→ Assigned task
Below are the records; count the lines that include the string "Salam" and give only that number.

____ Dataset entries

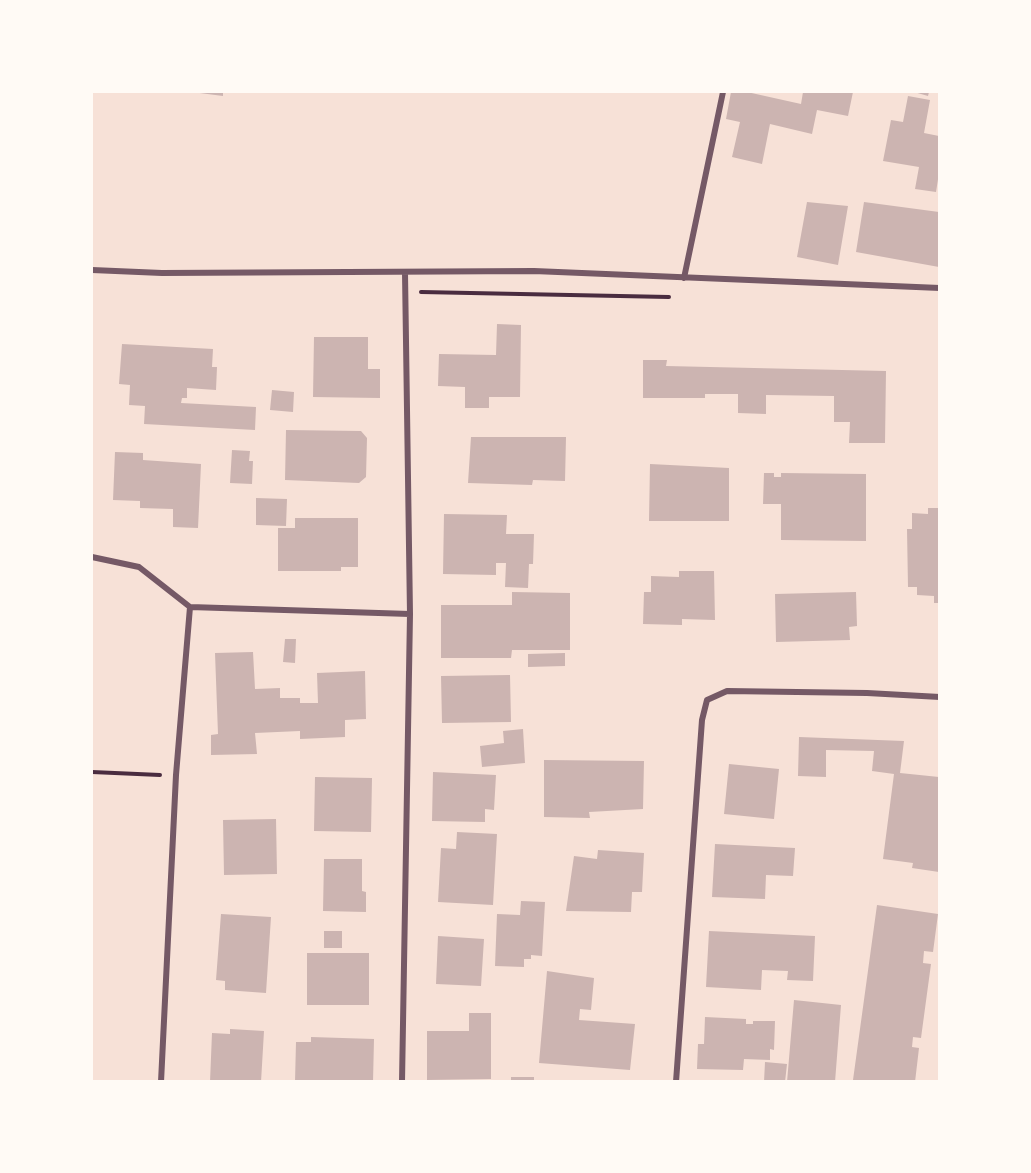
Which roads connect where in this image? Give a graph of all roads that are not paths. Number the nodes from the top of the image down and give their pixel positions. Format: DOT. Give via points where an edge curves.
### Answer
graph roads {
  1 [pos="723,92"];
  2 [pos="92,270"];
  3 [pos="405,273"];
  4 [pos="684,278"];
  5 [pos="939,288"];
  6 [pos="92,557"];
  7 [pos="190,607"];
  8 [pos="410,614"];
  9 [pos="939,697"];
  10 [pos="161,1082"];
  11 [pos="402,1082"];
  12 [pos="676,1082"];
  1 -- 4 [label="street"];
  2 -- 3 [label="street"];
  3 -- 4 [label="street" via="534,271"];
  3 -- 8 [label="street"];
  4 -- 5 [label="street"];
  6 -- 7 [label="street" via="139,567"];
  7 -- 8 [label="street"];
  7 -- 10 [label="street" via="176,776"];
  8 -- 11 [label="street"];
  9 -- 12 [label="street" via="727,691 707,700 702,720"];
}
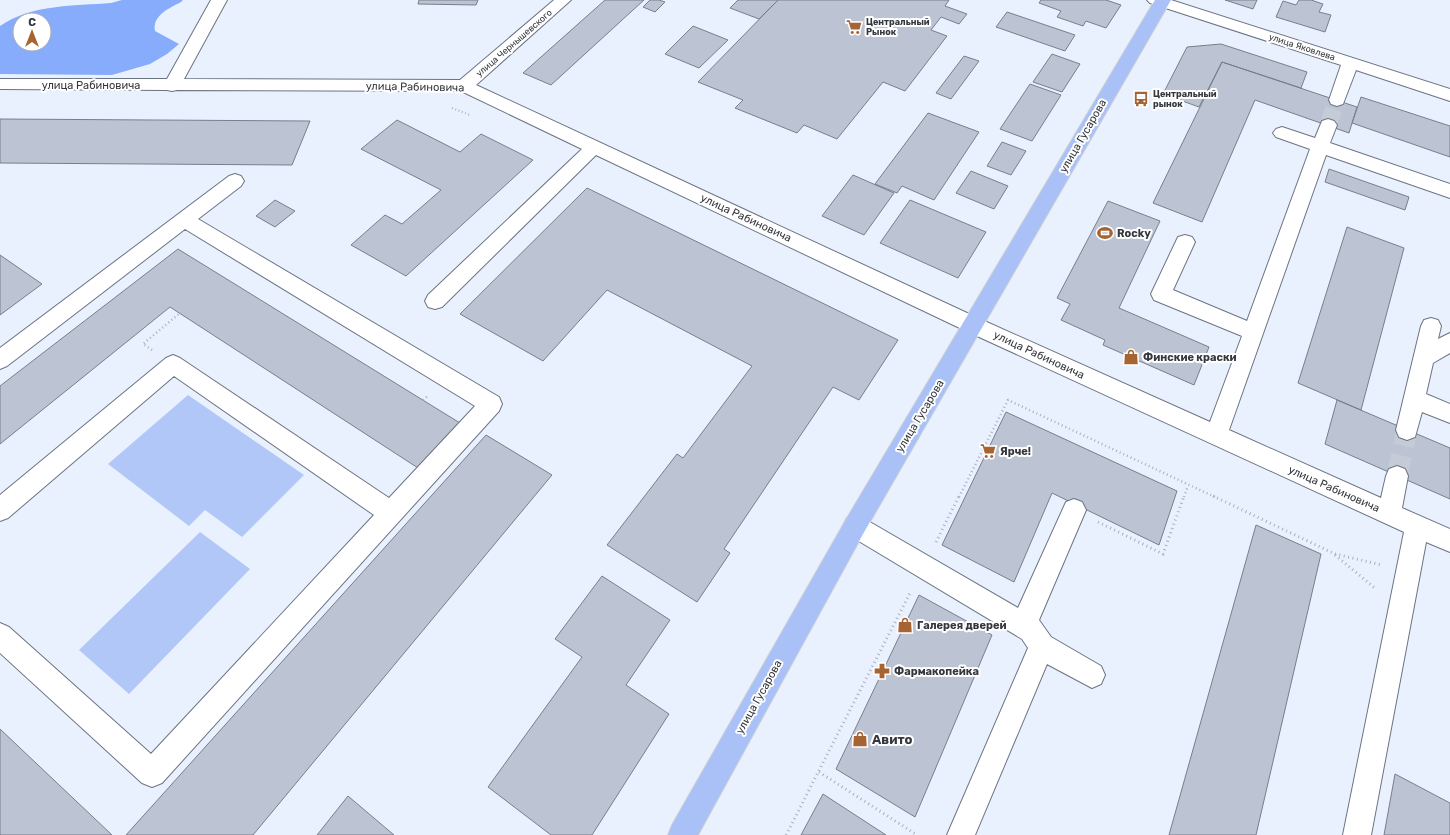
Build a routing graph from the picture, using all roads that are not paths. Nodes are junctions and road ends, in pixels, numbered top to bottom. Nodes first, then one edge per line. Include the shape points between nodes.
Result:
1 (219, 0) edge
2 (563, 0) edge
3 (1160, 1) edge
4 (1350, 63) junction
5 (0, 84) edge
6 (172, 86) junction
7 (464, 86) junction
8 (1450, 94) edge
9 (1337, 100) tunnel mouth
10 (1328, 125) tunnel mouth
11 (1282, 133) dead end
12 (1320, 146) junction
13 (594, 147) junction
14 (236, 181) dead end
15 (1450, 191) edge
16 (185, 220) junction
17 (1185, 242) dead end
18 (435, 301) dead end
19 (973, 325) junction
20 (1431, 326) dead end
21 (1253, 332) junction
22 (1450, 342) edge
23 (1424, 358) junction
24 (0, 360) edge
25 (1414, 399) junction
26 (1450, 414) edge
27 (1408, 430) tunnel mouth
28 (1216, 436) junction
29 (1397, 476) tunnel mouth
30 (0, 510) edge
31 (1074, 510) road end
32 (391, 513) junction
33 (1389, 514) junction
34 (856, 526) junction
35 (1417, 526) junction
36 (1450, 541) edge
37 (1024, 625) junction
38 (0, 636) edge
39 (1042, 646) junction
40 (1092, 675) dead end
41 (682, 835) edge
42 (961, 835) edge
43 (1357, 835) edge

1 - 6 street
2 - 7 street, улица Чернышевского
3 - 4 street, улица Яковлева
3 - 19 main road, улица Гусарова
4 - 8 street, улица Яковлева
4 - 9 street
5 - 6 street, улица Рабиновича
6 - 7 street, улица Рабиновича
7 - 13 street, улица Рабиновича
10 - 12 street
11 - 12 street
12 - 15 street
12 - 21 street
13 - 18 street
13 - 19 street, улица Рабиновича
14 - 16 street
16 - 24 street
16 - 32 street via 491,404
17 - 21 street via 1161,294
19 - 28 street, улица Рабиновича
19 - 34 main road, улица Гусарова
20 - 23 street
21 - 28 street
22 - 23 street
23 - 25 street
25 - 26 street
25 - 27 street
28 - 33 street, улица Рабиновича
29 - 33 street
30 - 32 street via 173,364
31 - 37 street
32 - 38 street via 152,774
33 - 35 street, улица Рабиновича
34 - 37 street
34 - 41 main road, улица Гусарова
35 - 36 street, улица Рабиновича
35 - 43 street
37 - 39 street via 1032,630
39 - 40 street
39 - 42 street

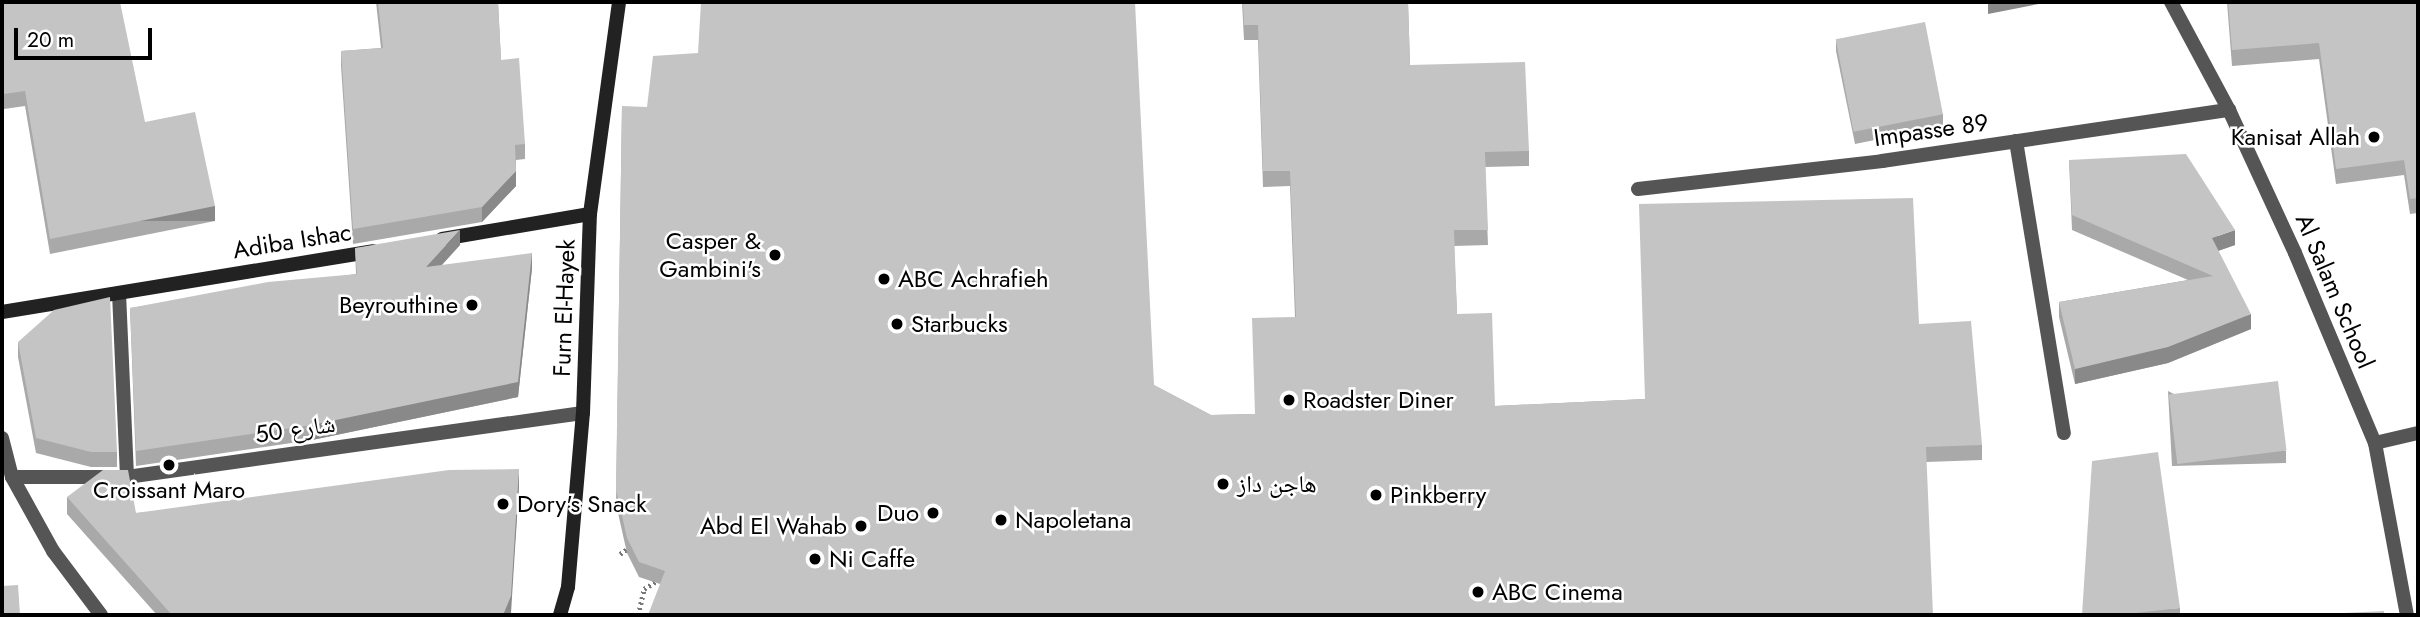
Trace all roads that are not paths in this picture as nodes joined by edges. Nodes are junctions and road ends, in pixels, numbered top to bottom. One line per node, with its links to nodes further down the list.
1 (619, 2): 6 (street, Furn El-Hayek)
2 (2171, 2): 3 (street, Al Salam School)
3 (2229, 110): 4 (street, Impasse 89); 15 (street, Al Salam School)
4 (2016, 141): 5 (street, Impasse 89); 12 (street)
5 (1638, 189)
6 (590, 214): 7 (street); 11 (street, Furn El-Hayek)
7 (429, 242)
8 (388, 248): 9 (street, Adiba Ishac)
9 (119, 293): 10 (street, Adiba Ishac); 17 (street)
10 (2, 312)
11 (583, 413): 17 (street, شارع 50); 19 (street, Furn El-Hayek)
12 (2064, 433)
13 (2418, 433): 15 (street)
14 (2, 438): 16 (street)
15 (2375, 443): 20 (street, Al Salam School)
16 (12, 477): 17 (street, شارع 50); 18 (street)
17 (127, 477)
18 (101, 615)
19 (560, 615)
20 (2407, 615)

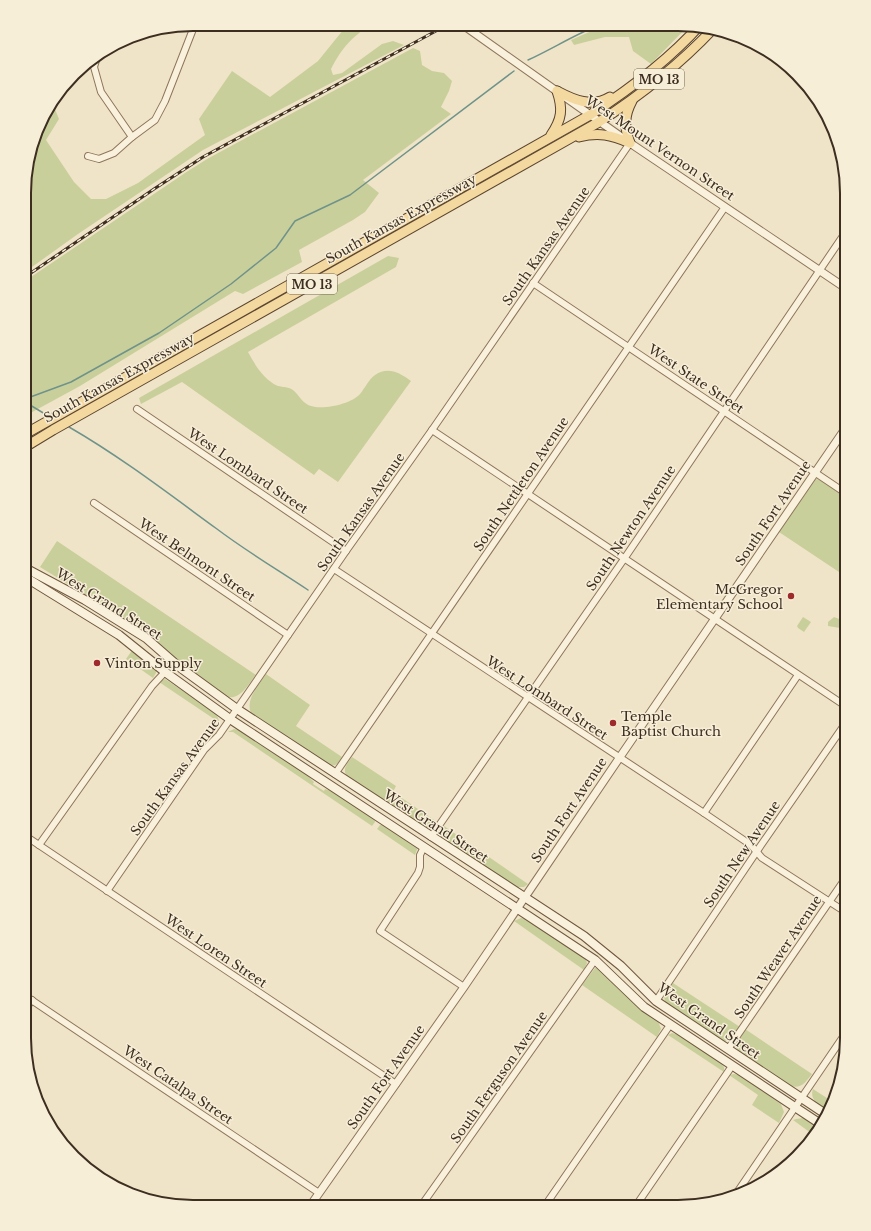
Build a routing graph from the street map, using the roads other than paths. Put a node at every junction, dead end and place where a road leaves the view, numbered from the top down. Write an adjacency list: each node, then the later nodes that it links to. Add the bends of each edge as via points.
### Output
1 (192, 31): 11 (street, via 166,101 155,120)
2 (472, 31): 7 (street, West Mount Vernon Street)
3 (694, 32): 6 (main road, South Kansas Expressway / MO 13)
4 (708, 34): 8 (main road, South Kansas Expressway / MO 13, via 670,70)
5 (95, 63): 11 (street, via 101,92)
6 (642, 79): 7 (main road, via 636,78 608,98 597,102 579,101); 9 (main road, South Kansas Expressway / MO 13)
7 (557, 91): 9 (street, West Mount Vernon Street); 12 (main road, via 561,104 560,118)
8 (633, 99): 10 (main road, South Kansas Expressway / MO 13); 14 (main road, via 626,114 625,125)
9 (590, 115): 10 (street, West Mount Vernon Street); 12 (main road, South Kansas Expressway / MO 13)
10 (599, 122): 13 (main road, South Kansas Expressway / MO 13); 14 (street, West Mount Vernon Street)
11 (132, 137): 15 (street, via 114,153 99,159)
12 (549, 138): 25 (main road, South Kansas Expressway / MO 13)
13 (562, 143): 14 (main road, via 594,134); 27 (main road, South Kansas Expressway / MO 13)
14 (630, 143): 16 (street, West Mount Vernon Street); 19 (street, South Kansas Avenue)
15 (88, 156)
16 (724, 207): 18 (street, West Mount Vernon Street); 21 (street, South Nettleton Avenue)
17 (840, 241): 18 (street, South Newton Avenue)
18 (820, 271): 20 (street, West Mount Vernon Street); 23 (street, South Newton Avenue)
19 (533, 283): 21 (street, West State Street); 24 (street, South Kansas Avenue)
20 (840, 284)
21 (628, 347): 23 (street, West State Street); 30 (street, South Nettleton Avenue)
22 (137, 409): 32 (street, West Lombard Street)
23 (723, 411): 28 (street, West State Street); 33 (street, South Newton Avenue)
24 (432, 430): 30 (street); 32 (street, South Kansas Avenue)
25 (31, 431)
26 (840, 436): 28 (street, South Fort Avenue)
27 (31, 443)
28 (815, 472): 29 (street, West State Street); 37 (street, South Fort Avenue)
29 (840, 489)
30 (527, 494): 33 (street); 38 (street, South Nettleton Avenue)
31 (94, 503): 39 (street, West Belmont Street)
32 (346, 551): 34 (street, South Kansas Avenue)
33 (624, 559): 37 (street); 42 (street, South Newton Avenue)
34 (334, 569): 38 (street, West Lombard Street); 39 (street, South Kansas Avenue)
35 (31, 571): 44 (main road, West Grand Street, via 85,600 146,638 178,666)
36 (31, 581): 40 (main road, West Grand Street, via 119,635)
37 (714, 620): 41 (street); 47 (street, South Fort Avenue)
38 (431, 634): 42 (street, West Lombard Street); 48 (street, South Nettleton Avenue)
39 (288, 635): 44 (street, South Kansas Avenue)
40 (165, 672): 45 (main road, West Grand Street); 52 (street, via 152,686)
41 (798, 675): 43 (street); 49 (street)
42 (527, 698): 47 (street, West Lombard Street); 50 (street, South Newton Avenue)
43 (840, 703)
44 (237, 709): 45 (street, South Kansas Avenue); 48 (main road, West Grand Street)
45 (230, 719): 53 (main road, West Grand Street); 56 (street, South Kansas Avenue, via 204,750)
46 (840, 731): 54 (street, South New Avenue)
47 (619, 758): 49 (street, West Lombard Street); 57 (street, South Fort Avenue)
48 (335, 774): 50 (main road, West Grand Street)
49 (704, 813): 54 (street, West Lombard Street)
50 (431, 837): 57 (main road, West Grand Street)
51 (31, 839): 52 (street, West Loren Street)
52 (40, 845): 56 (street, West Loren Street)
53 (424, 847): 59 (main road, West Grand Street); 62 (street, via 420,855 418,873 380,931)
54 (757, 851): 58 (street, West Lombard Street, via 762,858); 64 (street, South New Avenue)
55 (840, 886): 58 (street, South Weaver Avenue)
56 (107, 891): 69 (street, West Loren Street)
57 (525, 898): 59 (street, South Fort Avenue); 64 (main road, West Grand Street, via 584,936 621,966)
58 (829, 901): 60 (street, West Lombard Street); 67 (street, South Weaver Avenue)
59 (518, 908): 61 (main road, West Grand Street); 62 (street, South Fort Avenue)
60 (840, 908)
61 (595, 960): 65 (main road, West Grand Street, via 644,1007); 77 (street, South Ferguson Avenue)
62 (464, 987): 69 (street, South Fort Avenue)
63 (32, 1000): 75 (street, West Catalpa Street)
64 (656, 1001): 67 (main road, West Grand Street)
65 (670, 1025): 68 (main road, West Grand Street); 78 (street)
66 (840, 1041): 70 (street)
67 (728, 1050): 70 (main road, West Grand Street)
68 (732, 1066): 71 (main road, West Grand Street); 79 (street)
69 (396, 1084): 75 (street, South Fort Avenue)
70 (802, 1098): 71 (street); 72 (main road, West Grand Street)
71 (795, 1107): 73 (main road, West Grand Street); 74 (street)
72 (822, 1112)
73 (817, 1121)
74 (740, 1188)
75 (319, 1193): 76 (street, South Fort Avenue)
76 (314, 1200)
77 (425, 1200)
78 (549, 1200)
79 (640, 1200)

________

→ Response to this task
3